Im Zuge von Social-Media-Nutzung werden häufig sehr persönliche Fotos online geteilt. Was sind hier die Stolpersteine?

Es ist ein starker Beauty-Trend zu merken. Druck ist ein großes Thema und eine verzerrte Körperwahrnehmung. Aber das ist nicht neu, das gab es auch schon in meiner Jugend. Es passiert viel Darstellung und viel Körperkult, das ist den Kindern und Jugendlichen auch bewusst. Das Wissen schützt aber nicht vor Vergleich. Die InfluencerInnen und die YoutuberInnen kommen oft sehr authentisch herüber und vermitteln Jugendlichen das Gefühl, dass sie im echten Leben auch so sind. Das ist viel glaubwürdiger als klassische Werbung.

Aber auch die Content-Creator sind oft Trugbilder. Durch diese oft sehr freundschaftliche Darstellung merken Jugendliche häufig nicht, dass hier trotzdem Werbung für ein Produkt gemacht wird. Sie haben das Gefühl, das empfiehlt die beste Freundin, der Werbeeffekt ist daher mitunter sehr groß. Werbung wird hier oft in Spiele und Challenges verpackt und es ist nicht so eindeutig erkennbar, wie KonsumentInnen gelenkt werden.  
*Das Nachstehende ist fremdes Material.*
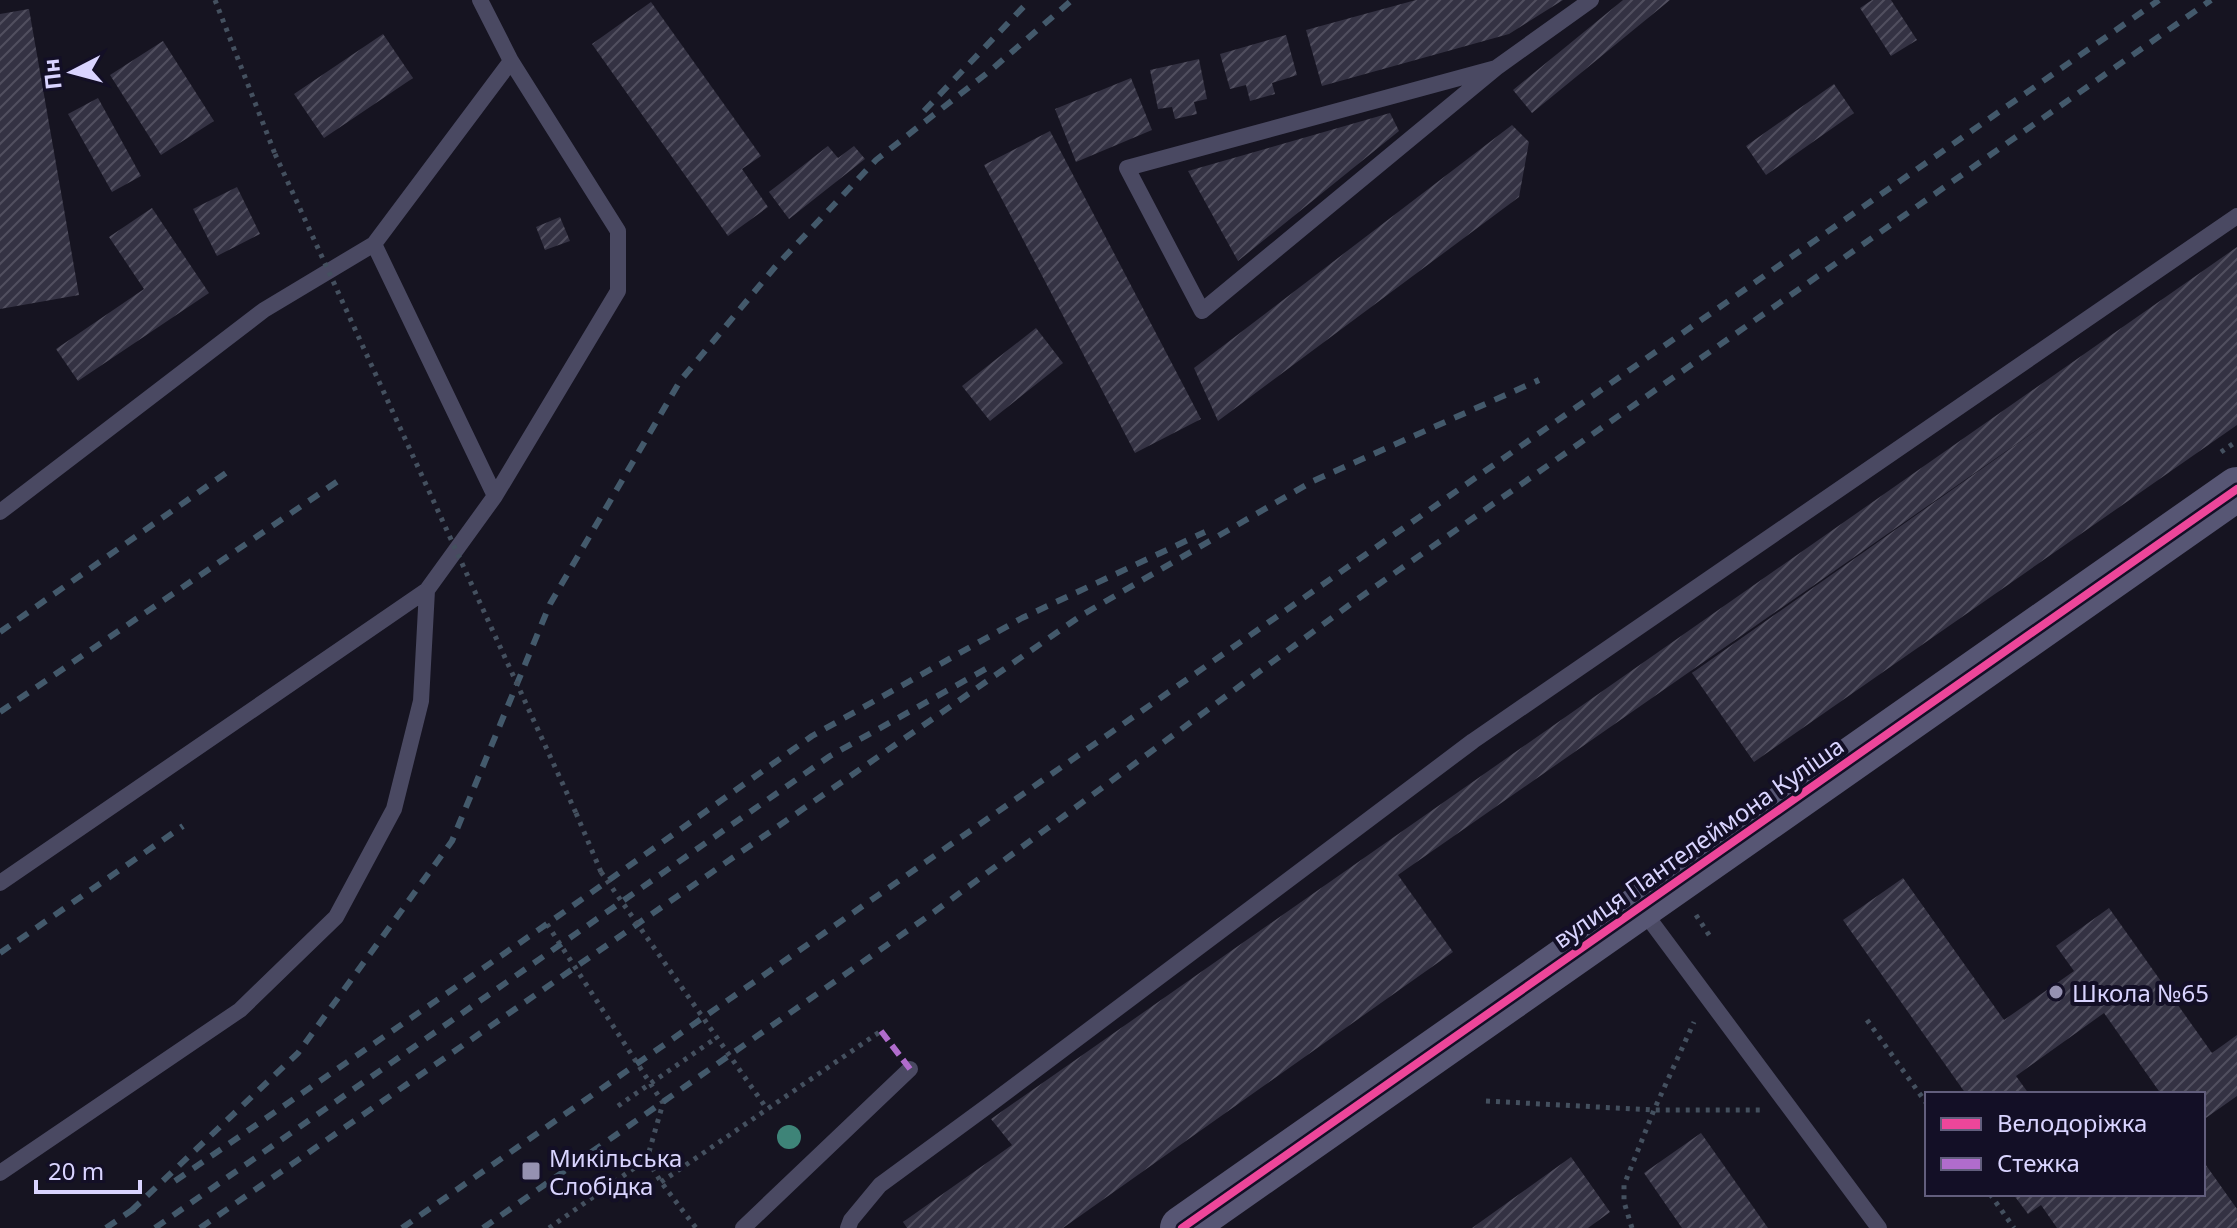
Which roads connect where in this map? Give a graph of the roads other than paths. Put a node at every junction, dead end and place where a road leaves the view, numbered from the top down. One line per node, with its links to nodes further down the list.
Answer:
1 (480, 0): 3 (lane)
2 (1591, 0): 4 (lane)
3 (511, 61): 6 (lane); 8 (lane)
4 (1496, 68): 4 (lane)
5 (2237, 216): 16 (lane)
6 (374, 244): 8 (lane); 9 (lane)
7 (2237, 489): 12 (street, вулиця Пантелеймона Куліша)
8 (495, 496): 10 (lane)
9 (0, 512)
10 (427, 590): 11 (lane); 14 (lane)
11 (0, 883)
12 (1641, 907): 17 (street, вулиця Пантелеймона Куліша); 18 (lane)
13 (910, 1069): 15 (lane)
14 (0, 1173)
15 (743, 1228)
16 (848, 1228)
17 (1182, 1228)
18 (1879, 1228)

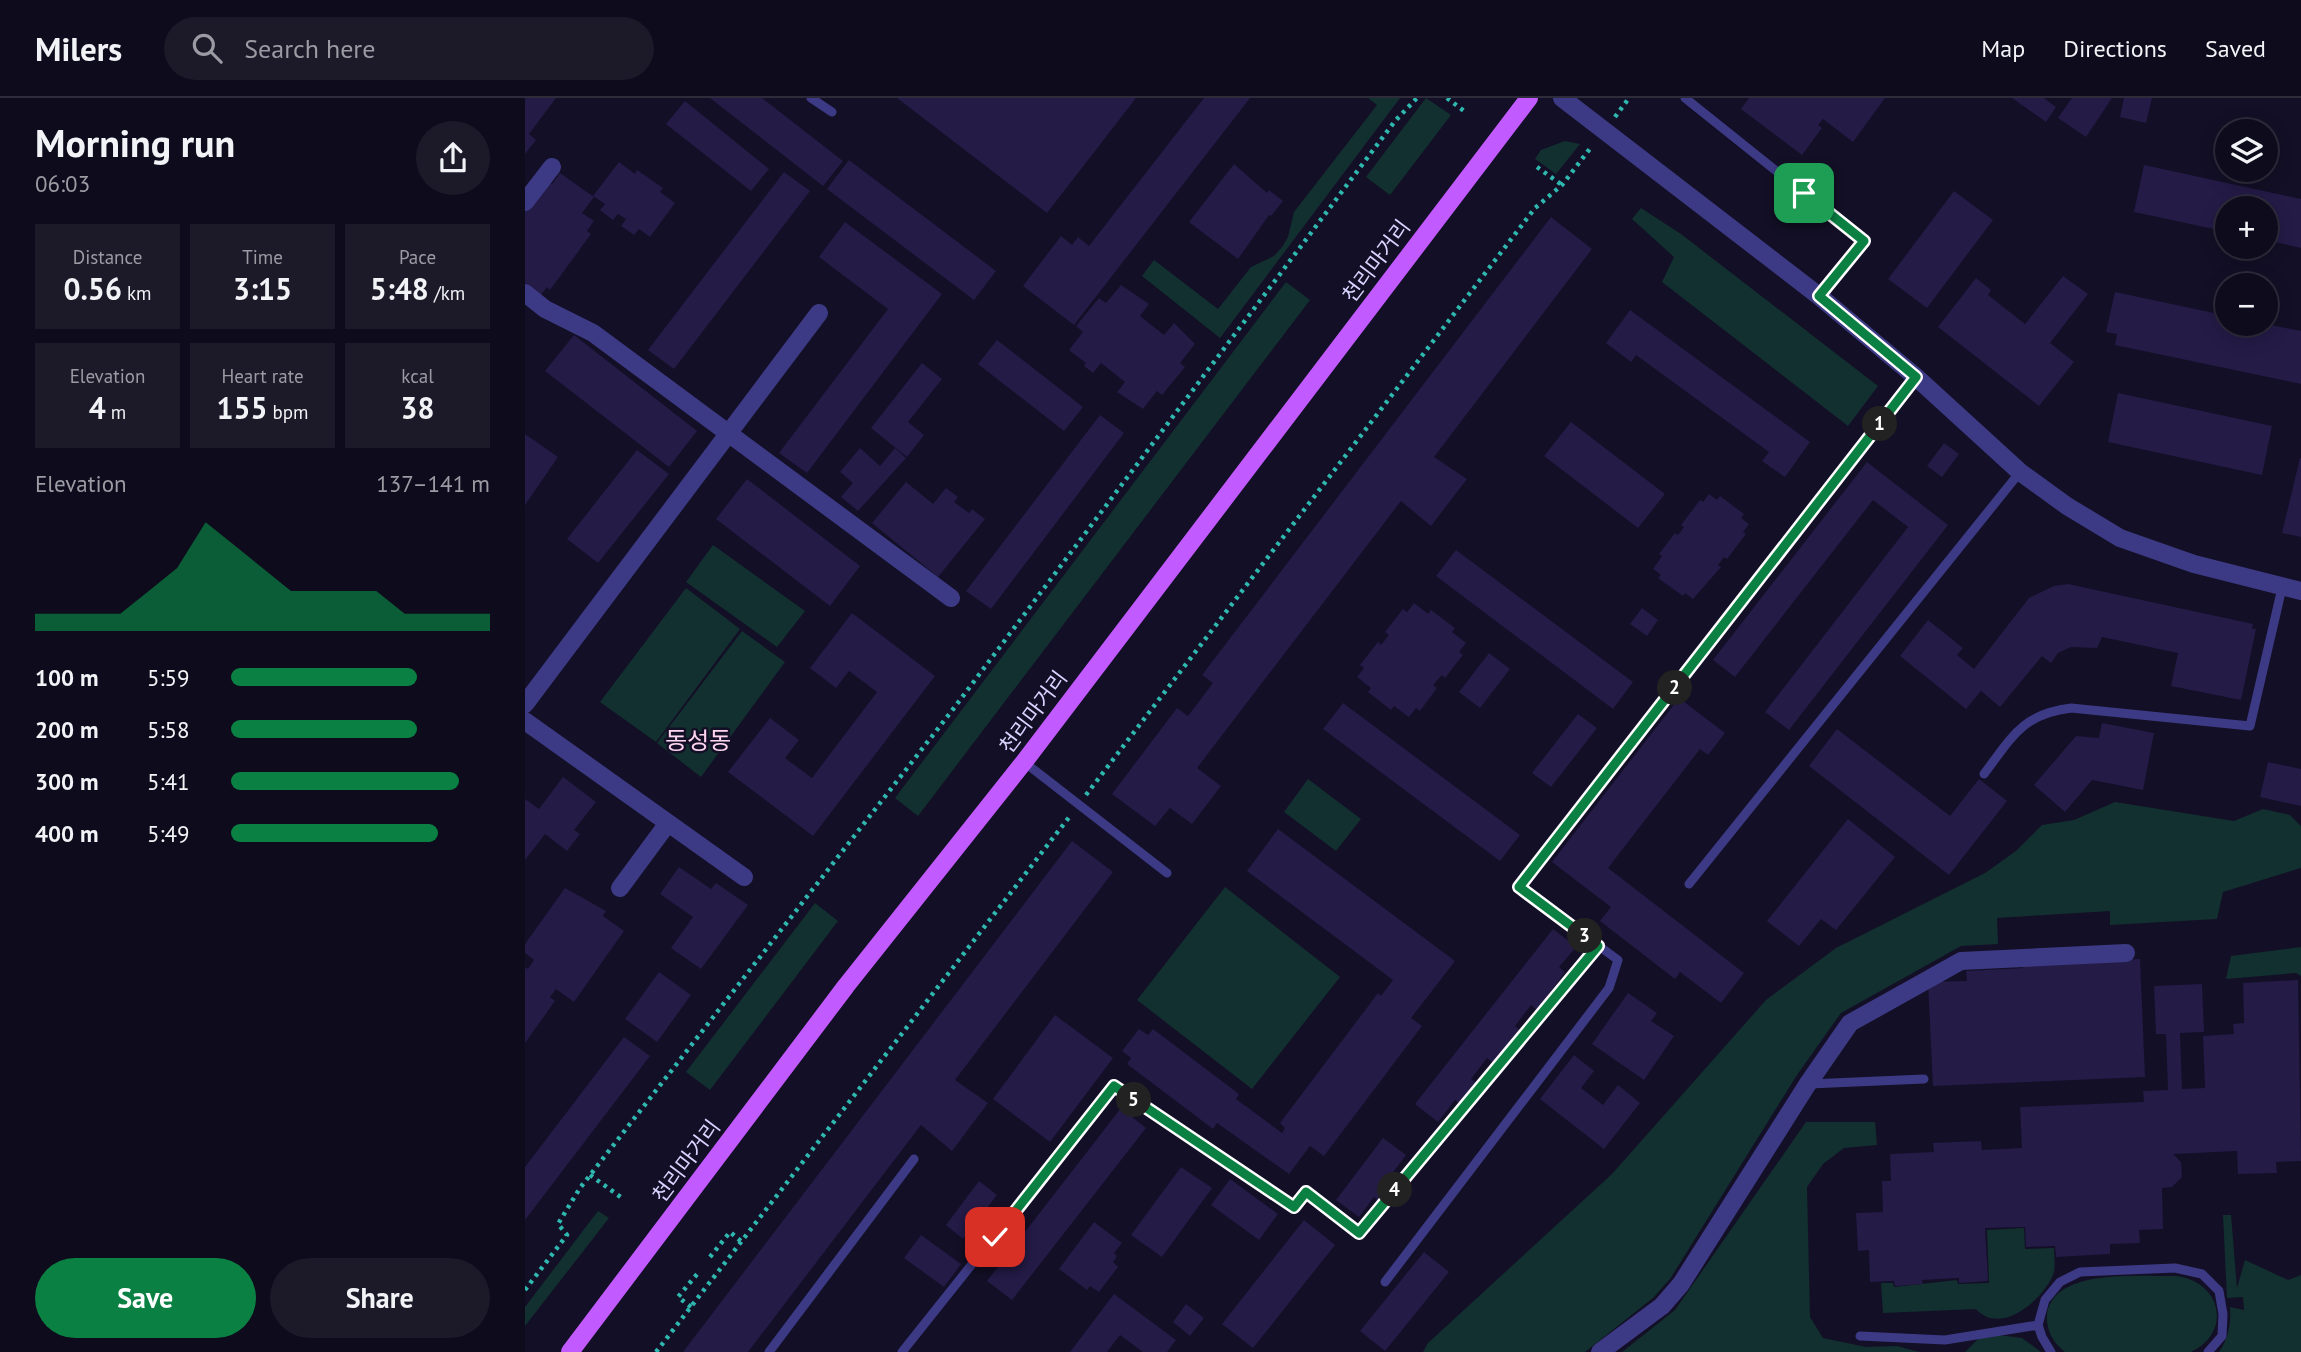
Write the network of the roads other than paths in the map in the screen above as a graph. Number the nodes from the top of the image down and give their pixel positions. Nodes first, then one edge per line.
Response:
1 (811, 98) edge
2 (1529, 98) edge
3 (1562, 98) edge
4 (1685, 98) edge
5 (832, 112) dead end
6 (552, 167) dead end
7 (525, 202) edge
8 (525, 293) edge
9 (1819, 296) junction
10 (819, 313) dead end
11 (1916, 377) junction
12 (729, 432) junction
13 (2020, 472) junction
14 (2282, 588) junction
15 (2301, 591) edge
16 (951, 598) dead end
17 (525, 704) edge
18 (525, 721) edge
19 (1024, 762) junction
20 (1983, 774) dead end
21 (668, 823) junction
22 (1167, 873) dead end
23 (744, 877) dead end
24 (1689, 884) dead end
25 (620, 888) dead end
26 (1598, 946) junction
27 (2126, 953) dead end
28 (1924, 1079) dead end
29 (1807, 1085) junction
30 (914, 1159) dead end
31 (1385, 1282) dead end
32 (2038, 1325) junction
33 (1860, 1336) dead end
34 (1945, 1340) junction
35 (570, 1352) edge
36 (769, 1352) edge
37 (902, 1352) edge
38 (1600, 1352) edge
39 (1948, 1352) edge
40 (2052, 1352) edge
41 (2208, 1352) edge

1 - 5 lane
2 - 19 main road, 천리마거리
3 - 9 street
4 - 9 lane
6 - 7 street
8 - 12 street
9 - 11 street
10 - 12 street
11 - 13 street
11 - 26 lane
12 - 16 street
12 - 17 street
13 - 14 street
13 - 24 lane
14 - 15 street
14 - 20 lane
18 - 21 street
19 - 22 lane
19 - 35 main road, 천리마거리
21 - 23 street
21 - 25 street
26 - 31 lane
26 - 37 lane
27 - 29 street
28 - 29 lane
29 - 38 street
30 - 36 lane
32 - 34 lane
32 - 40 lane
32 - 41 lane
33 - 34 lane
34 - 39 lane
Fake News ist auch ein großes Thema in deinen Workshops. Wie kann man sich davor schützen, dass einseitige Informationsflut auf Heranwachsende hereinbricht.

Gute Frage und sehr schwierig in den sozialen Medien, die von Algorithmen getriggert werden. Wenn ich einem Kanal folge, der polarisiert, dann werden automatisch mehr von diesen Inhalten eingespielt, man fällt in ein „Rabbit Whole“, ein Loch, das rasch in eine extreme Richtung abdriftet.

Wie kann man dies vermeiden?

Vermeiden kann man dies nur, indem man verschiedene Informationskanäle besucht und bewusst reflektiert, recherchiert in anderen Kanälen, Fragen stellt, den Zweck einer Nachricht hinterfragt, die Quellen checkt, etc. Außerdem kann man sich die Sprache ansehen, ob diese sehr einfach und emotionalisiert ist. Das macht man aber natürlich im Alltag nicht mit jeder einzelnen Nachricht. Das Einfachste ist sicher abschalten, sich davon distanzieren und Abstand halten, also „digital detoxing“.

Ist „digital detoxing“ schon ein Thema für Jugendliche?

Doch, weil viele Jugendliche es anstrengend und energieraubend empfinden, ständig auf den sozialen Medien mit Inhalten bombardiert zu werden. Die Jungen merken, dass ihnen diese sozialen Medien, die dauernd um ihre Aufmerksamkeit ringen, nicht guttun. Umfragen zeigen, dass die Bildschirmzeiten viel zu hoch sind. Das sehen auch viele junge Menschen selbst so und geben zu, dass sie das so nicht haben möchten, kennen aber den Ausweg nicht. Es ist ein Reifungsprozess.

Du hilfst dabei, einen Ausweg zu finden?

Der Ausweg ist die Reduktion der Nutzung. Es können entsprechende Einstellungen bei WhatsApp oder SnapChat vorgenommen werden, um Benachrichtigungen auszuschalten. Und man kann hinterfragen, ob man wirklich fünf verschiedene Social-Media-Apps braucht.

Zur Person:

Medienpädagogin Ingrid Ott hat an der Kepler-Universität Linz Kulturwissenschaften mit Schwerpunkt Medien und in Passau Medienpädagogik und Kommunikation studiert und hält Workshops für Safer Internet und das Jugendservice des Vereins 4You des Landes an Schulen in Oberösterreich.